Diyarbakır'ın Hanları hakkında özet bir bilgi ve günümüzde korunması gereken Çifte Han üzerine kurulu bu makalemizde ekonomi açısından çok, hanların mimarî özellikleri ve kendilerini değerli kılan hususları üzerinde duracağız. Elbette İpek Yolu üzerinde bulunan Diyarbakır'da belli mesafelerde kurulu hanlar vardır. Çınar'da Hana Ahpar, Ergani'de Hana Gevra, Eğil'de Hana Telham, Lice'de Hana Çeper  gibi. Bu hanlar da ilerde bir makalemizde özellikleriyle ele alınacaktır.
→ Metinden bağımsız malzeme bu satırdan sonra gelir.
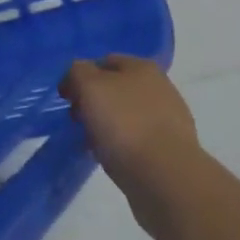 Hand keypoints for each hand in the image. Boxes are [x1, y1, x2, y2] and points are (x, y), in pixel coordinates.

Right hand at [60, 54, 202, 238]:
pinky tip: (113, 159)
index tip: (67, 99)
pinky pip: (138, 141)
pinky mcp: (172, 151)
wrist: (166, 178)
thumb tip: (77, 77)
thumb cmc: (124, 124)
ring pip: (126, 116)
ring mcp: (169, 120)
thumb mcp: (89, 86)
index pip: (103, 61)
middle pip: (115, 89)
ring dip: (107, 126)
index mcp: (142, 67)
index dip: (81, 76)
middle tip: (78, 122)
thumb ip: (77, 72)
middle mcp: (160, 88)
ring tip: (93, 145)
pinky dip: (122, 147)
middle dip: (93, 103) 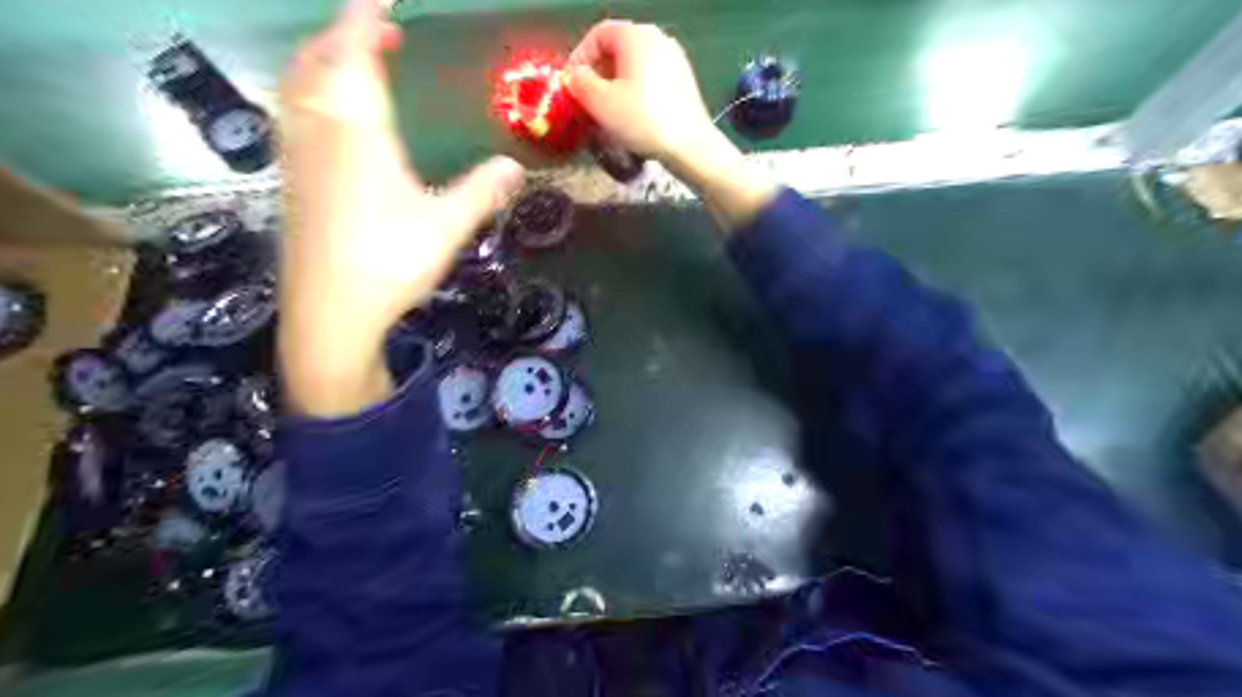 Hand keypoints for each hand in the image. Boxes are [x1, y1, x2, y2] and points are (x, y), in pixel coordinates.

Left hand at [280, 0, 521, 415]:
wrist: (330, 312)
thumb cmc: (390, 263)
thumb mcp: (447, 227)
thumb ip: (482, 192)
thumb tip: (517, 168)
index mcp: (357, 133)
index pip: (353, 55)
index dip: (364, 20)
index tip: (382, 1)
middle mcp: (319, 133)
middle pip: (317, 62)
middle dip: (343, 36)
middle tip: (377, 33)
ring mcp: (298, 157)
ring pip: (298, 87)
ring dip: (322, 61)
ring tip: (352, 65)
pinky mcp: (291, 182)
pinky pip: (294, 115)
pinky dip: (311, 94)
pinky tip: (331, 118)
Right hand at [567, 18, 774, 228]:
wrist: (689, 145)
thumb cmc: (641, 120)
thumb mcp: (600, 102)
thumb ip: (580, 83)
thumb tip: (576, 75)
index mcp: (635, 35)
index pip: (598, 34)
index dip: (580, 57)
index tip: (571, 84)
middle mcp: (657, 38)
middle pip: (618, 48)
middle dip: (598, 73)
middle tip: (586, 99)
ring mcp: (675, 58)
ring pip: (635, 65)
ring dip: (616, 84)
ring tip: (607, 111)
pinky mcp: (684, 81)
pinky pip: (651, 78)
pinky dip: (636, 91)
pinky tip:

Kadîm Mezopotamya’da ticarî yolların güvenlik noktaları olan hanlar, İpek Yolu  üzerinde birbirine eşit mesafede, gündüz yola çıkanın akşama doğru varacağı doğrultuda  sistematik biçimde yapılmıştır. Hanları üretim ve satışın yapıldığı ile konaklama amaçlı hanlar şeklinde ayırmak  lazımdır. Konaklama amaçlı hanlar, incelememizin dışındadır. Bu  sebeple Diyarbakır hanlarını ele alırken daha çok şehir merkezinde bulunan hanların özelliklerini ele alacağız.
Ticaretin yoğunlaştığı İpek Yolu’nda kervanların konaklaması, ihtiyaçlarının giderilmesi yanında çıkış noktasından varış merkezine kadar güvenlikli ulaşım için caydırıcı kimi özelliklere de sahiptir.
Hanlar arası güvenlik, hanlara kadar refakat eden bölgenin devlete bağlı yerel yönetimlerince sağlanır. Bu yerel yönetimler, merkeze karşı sorumludur. Bu sorumluluk, devletler arası iktisadî gelişmenin de merkezinde bulunmanın işaretidir. Güvenlik hizmetlerinin gerçekleşmesinde alınan vergiler etkindir. Bir kervan, sorumluluğu üzerine alsa bile, belli sınırlar içinde güvenlik tedbirleri alınır, yerel yönetim sınırları dışına çıkıldığında mesuliyet, tacirin sorumluluğundadır.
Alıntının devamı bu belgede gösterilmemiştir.